*** Opening of Stored data ***
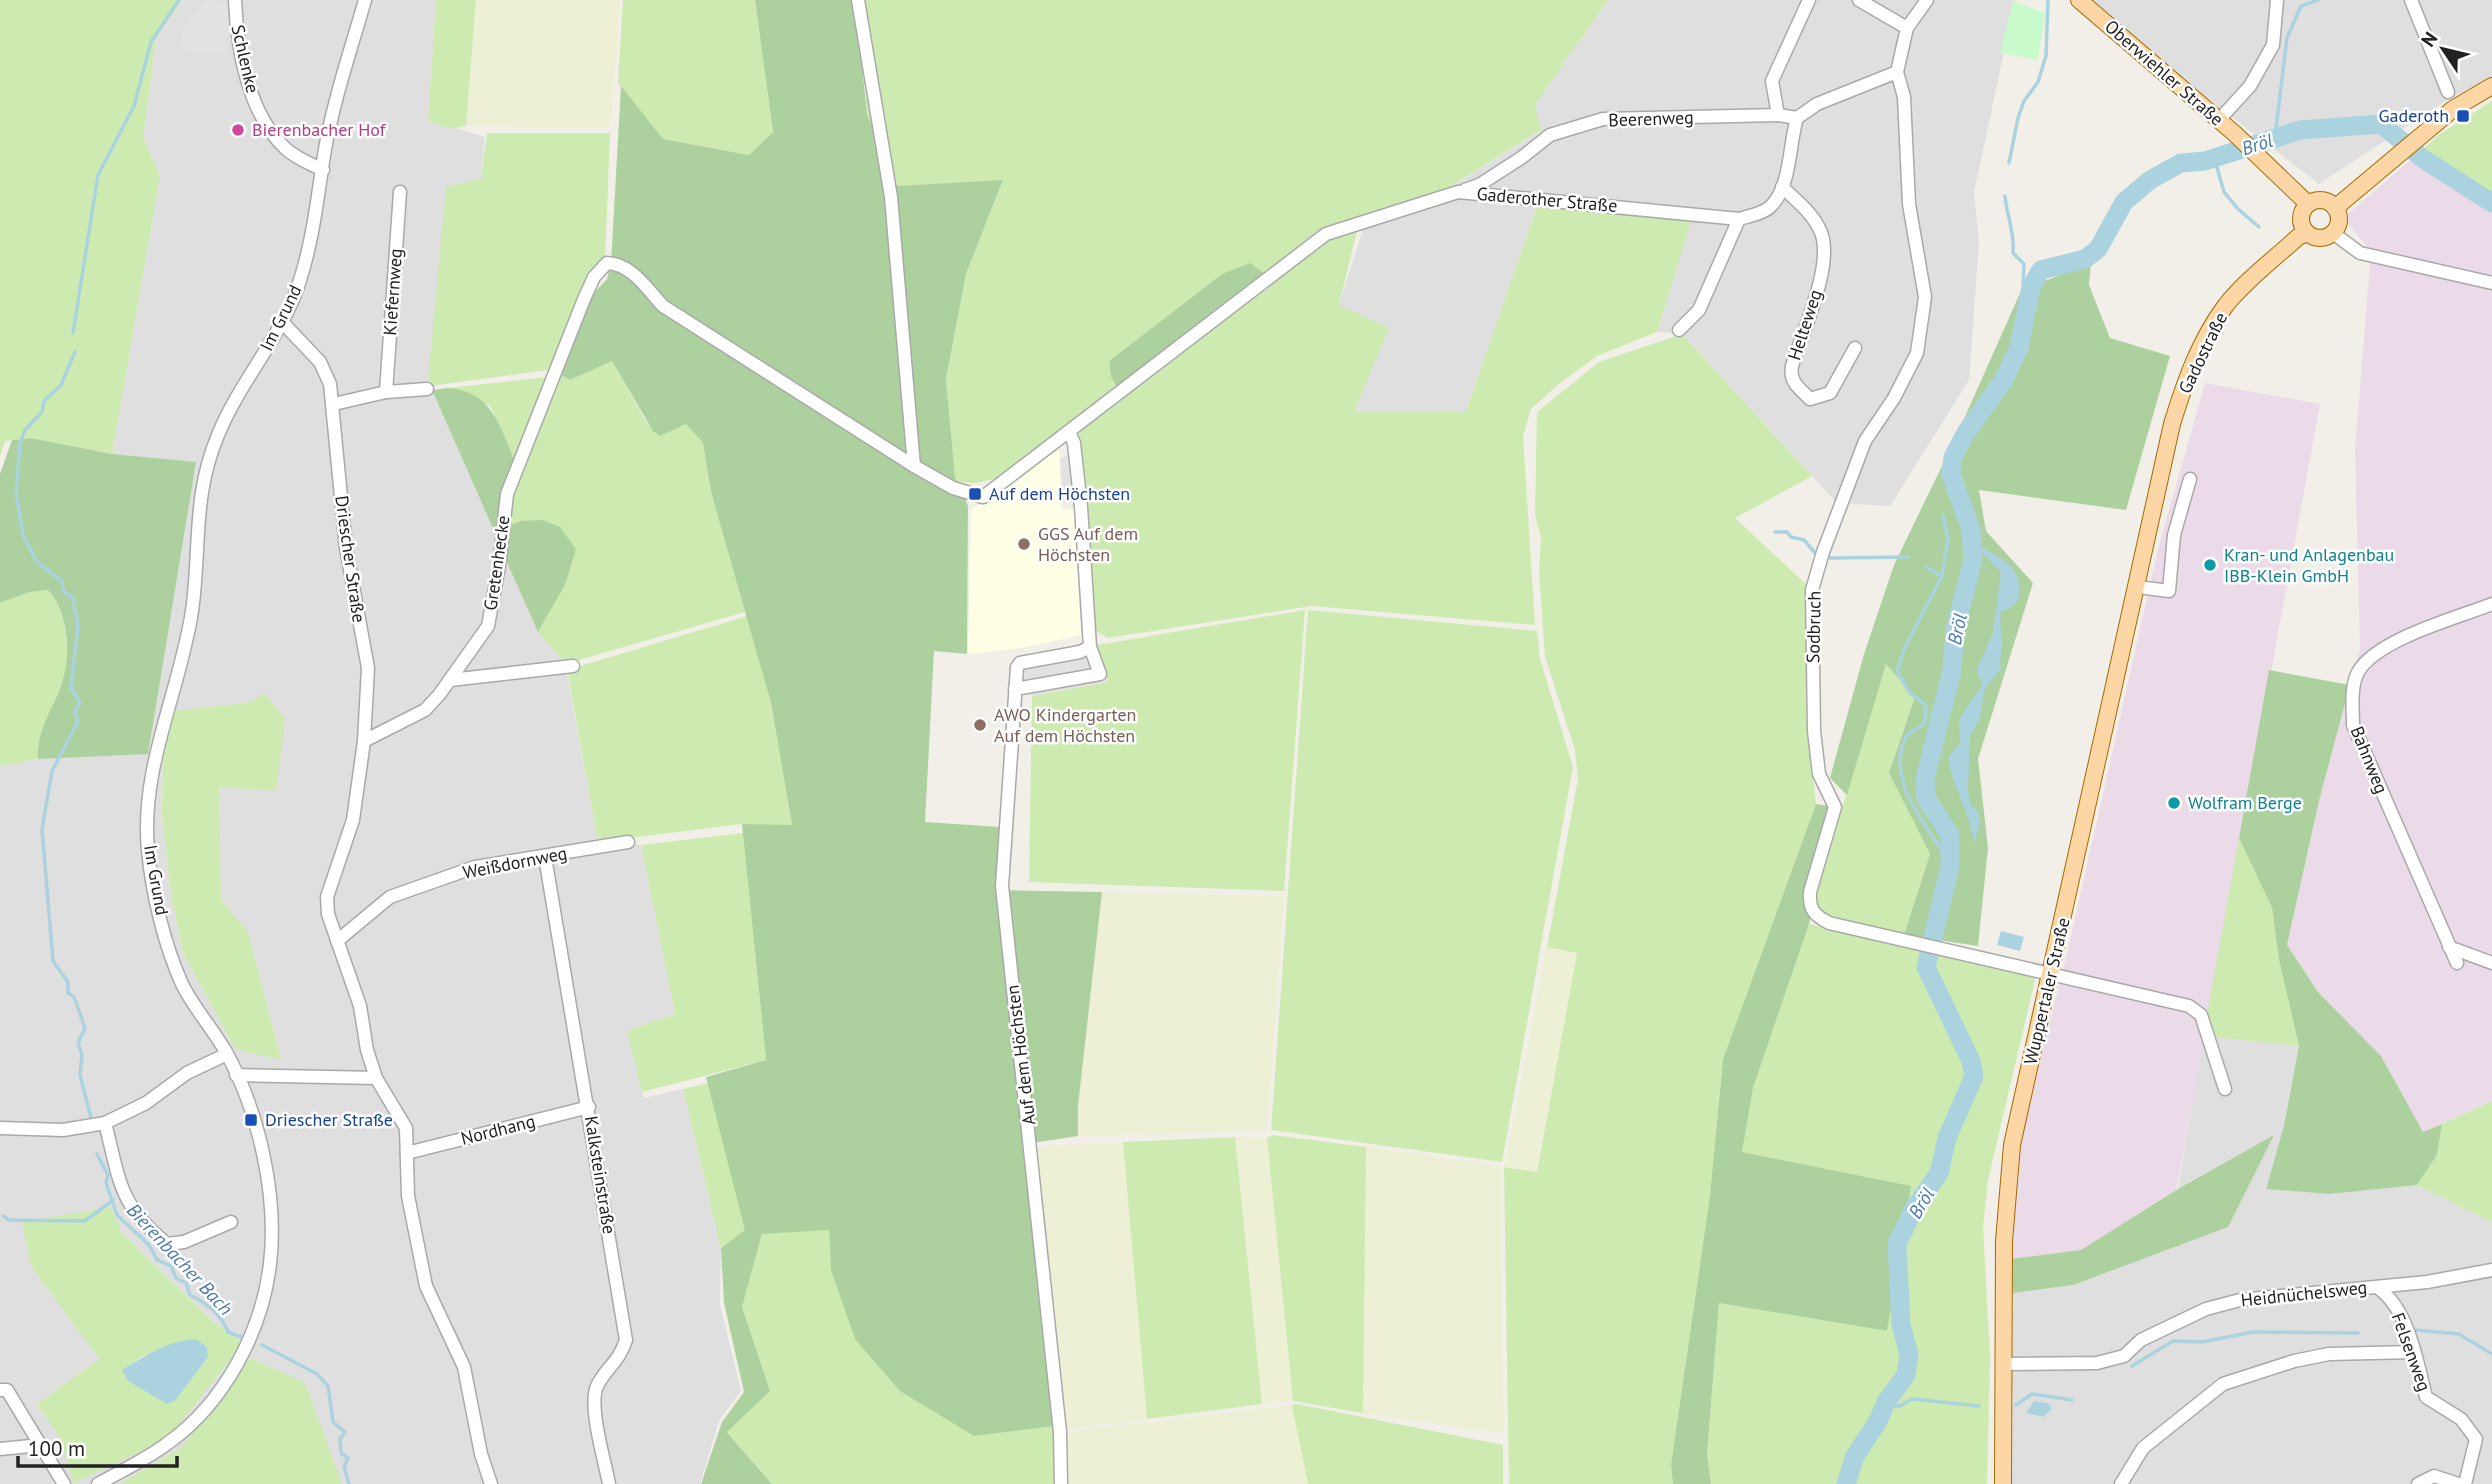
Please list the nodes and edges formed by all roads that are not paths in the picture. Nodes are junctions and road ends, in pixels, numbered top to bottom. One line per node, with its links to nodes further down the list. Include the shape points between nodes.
1 (235, 0): 17 (street, Schlenke, via 236,25 253,96 267,128 287,150)
2 (365, 0): 17 (street, Im Grund)
3 (858, 0): 34 (street, via 891,197)
4 (1809, 0): 14 (street, via 1772,81)
5 (1859, 0): 10 (street)
6 (1927, 0): 10 (street)
7 (2079, 0): 16 (main road, Oberwiehler Straße)
8 (2277, 0): 16 (street, via 2273,45 2250,86)
9 (2411, 0): 13 (street)
10 (1907, 28): 11 (street)
11 (1897, 72): 15 (street, via 1818,104); 50 (street, Sodbruch, via 1904,97 1909,204 1925,297 1922,335 1894,398 1865,441 1812,590 1815,742 1819,774 1835,807 1809,905 1815,916 1829,923)
12 (2492, 86): 22 (main road, via 2454,109)
13 (2448, 92)
14 (1778, 115): 15 (street, Beerenweg); 20 (street, Beerenweg, via 1603,119 1550,135 1479,185)
15 (1797, 118): 18 (street)
16 (2219, 120): 21 (main road, Oberwiehler Straße)
17 (323, 170): 27 (street, Im Grund, via 301,279)
18 (1782, 187): 23 (street, Gaderother Straße, via 1770,207); 29 (street, Helteweg, via 1820,229 1825,248 1790,374 1794,383 1811,399 1829,393)
19 (400, 192): 31 (street, Kiefernweg)
20 (1458, 192): 23 (street, Gaderother Straße); 33 (street, Gaderother Straße, via 1326,234)
21 (2308, 204): 22 (main road, via 2320,200); 24 (main road, via 2301,218)
22 (2335, 208): 25 (main road, via 2339,218)
23 (1740, 219): 28 (street, via 1699,310)
24 (2307, 233): 25 (main road, via 2317,238); 36 (main road, Gadostraße, via 2241,289 2211,327 2172,424)
25 (2333, 233): 26 (street, via 2360,253)
26 (2492, 283)
27 (283, 323): 32 (street, Driescher Straße, via 320,362); 51 (street, Im Grund, via 220,429 203,472 191,613 155,752 150,802 147,847 171,952 183,986)
28 (1679, 330)
29 (1855, 348)
30 (426, 389): 31 (street)
31 (386, 392): 32 (street)
32 (334, 404): 43 (street, Driescher Straße, via 346,548 368,668)
33 (1069, 432): 34 (street, Gaderother Straße, via 983,497 953,488); 39 (street, via 1081,507)
34 (914, 466): 41 (street, Gretenhecke, via 663,306 617,263 607,263 594,277 507,494 488,626)
35 (2190, 479): 37 (street, via 2174,535 2169,591)
36 (2156, 506): 37 (main road, Wuppertaler Straße)
37 (2138, 587): 50 (main road, Wuppertaler Straße)
38 (2492, 604): 47 (street, Bahnweg, via 2371,656 2358,673 2352,693 2353,725)
39 (1090, 647): 42 (street, Auf dem Höchsten, via 1020,663); 42 (street, via 1100,674)
40 (573, 666): 41 (street)
41 (450, 680): 43 (street, Gretenhecke, via 425,710)
42 (1016, 689): 71 (street, Auf dem Höchsten, via 1002,886 1059,1418)
43 (364, 741): 46 (street, Driescher Straße, via 353,820 327,897)
44 (628, 842): 45 (street, Weißdornweg)
45 (545, 857): 46 (street, Weißdornweg, via 475,867 390,897); 55 (street, Kalksteinstraße)
46 (337, 942): 53 (street, Driescher Straße, via 360,1006)
47 (2449, 947): 48 (street, Bahnweg); 49 (street)
48 (2457, 963)
49 (2492, 963)
50 (2051, 974): 54 (street, Sodbruch, via 2189,1006 2201,1015); 63 (main road, Wuppertaler Straße, via 2006,1191)
51 (227, 1054): 52 (street, Im Grund); 56 (street)
52 (236, 1075): 53 (street); 68 (street, Im Grund, via 269,1178 271,1263 256,1328 233,1373 170,1443)
53 (376, 1077): 58 (street, Driescher Straße, via 406,1128)
54 (2225, 1090)
55 (589, 1107): 58 (street, Nordhang); 70 (street, Kalksteinstraße, via 626,1340 620,1358 596,1388 595,1409)
56 (104, 1123): 57 (street, via 63,1130); 59 (street, via 124,1197 136,1217 167,1244 184,1242)
57 (0, 1128)
58 (407, 1153): 69 (street, Driescher Straße, via 408,1196 426,1286 464,1367)
59 (231, 1222)
60 (2492, 1270): 61 (street, Heidnüchelsweg)
61 (2377, 1287): 62 (street, Felsenweg, via 2390,1296); 63 (street, Heidnüchelsweg, via 2240,1300 2206,1309 2141,1340 2124,1356 2097,1363)
62 (2414, 1352): 73 (street, via 2329,1354 2294,1360 2223,1384 2143,1448); 76 (street, Felsenweg, via 2426,1397 2461,1419 2476,1439)
63 (2005, 1364): 72 (main road, Wuppertaler Straße)
64 (0, 1390): 65 (street, via 7,1390)
65 (40, 1445): 66 (street); 67 (street)
66 (0, 1449)
67 (64, 1484)
68 (98, 1484)
69 (491, 1484)
70 (609, 1484)
71 (1061, 1484)
72 (2003, 1484)
73 (2120, 1484)
74 (2418, 1484): 75 (street, via 2434,1476)
75 (2458, 1484)
76 (2465, 1484)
*** Close of Stored data ***
Task directions -
Wherever the string "Sodbruch" occurs in the records above, copy that line.

Result of this task -
11 (1897, 72): 15 (street, via 1818,104); 50 (street, Sodbruch, via 1904,97 1909,204 1925,297 1922,335 1894,398 1865,441 1812,590 1815,742 1819,774 1835,807 1809,905 1815,916 1829,923)
50 (2051, 974): 54 (street, Sodbruch, via 2189,1006 2201,1015); 63 (main road, Wuppertaler Straße, via 2006,1191)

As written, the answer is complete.